How Do You Calculate Reynolds Number for Flow Exiting a Rectangular Duct?

[cs003]

Homework Statement

Hi everyone,

This problem concerns calculating Reynold's Number of flow after exiting a duct. The duct that the flow exits is rectangular. The flow is measured directly underneath the center of the duct at a distance of 10 cm below the exit (Y-axis). Flow is measured at 11 m/s. It is determined that the velocity becomes 0 at a distance of 8 cm outward from the center (X axis).

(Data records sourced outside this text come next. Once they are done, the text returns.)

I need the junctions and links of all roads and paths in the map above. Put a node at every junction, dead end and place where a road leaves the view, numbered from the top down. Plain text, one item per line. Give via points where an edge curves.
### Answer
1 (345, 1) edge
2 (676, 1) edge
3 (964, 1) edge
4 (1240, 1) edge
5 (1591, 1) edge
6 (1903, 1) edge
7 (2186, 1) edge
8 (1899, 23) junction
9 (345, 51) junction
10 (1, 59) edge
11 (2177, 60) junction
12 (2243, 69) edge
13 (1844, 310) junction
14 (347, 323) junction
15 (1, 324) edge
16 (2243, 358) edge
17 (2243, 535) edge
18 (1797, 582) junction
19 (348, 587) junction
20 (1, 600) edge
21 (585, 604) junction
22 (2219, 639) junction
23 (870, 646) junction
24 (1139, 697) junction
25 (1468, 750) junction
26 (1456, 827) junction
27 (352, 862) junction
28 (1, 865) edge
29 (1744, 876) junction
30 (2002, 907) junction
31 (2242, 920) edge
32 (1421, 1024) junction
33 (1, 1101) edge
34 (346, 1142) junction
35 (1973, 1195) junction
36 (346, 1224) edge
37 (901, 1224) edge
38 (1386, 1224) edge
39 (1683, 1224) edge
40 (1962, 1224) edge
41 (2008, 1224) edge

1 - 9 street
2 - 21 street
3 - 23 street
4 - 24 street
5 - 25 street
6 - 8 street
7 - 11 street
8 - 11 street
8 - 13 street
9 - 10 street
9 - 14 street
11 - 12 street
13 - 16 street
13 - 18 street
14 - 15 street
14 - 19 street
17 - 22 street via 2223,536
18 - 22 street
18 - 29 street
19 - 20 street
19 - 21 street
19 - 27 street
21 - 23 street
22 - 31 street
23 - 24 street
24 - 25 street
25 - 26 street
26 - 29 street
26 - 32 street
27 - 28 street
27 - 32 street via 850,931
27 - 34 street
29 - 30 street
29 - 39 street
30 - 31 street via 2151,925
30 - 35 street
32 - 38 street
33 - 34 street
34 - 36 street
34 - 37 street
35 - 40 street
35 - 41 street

I am assuming that the flow is symmetric and thus the flow is esentially in a pipe with a radius of 8 cm.

Homework Equations

Re = "rho"*V*d/"mu"

The Attempt at a Solution

"rho" = density = 1.20 kg/m^3
V = velocity of air = 11 m/s
d = diameter of pipe = 2*0.08m = 0.16 m
"mu" = viscosity of air = 1.8418e-05 kg/m*s

plugging those into the equation above yields: Re=1.147e+05

I guess my question is regarding my assumtion of the pipe. Was I correct in my assumption?

 

[minger]

After the fluid leaves the pipe, the concept of a Reynolds number is kind of meaningless. Furthermore, the number can be based upon anything. Sure, pipe flow Reynolds numbers based on diameter are well known and can be a sure-fire way to indicate laminar vs turbulence. However, once the fluid leaves the pipe, you no longer have simple pipe flow. You now have a jet, and the concepts of walls and such no longer apply.

You certainly can measure the velocity and viscosity. After that, the characteristic length can be whatever you want it to be, there is no wrong answer. Having said that, you can also no longer use the pipe flow Moody diagram and so on and so forth.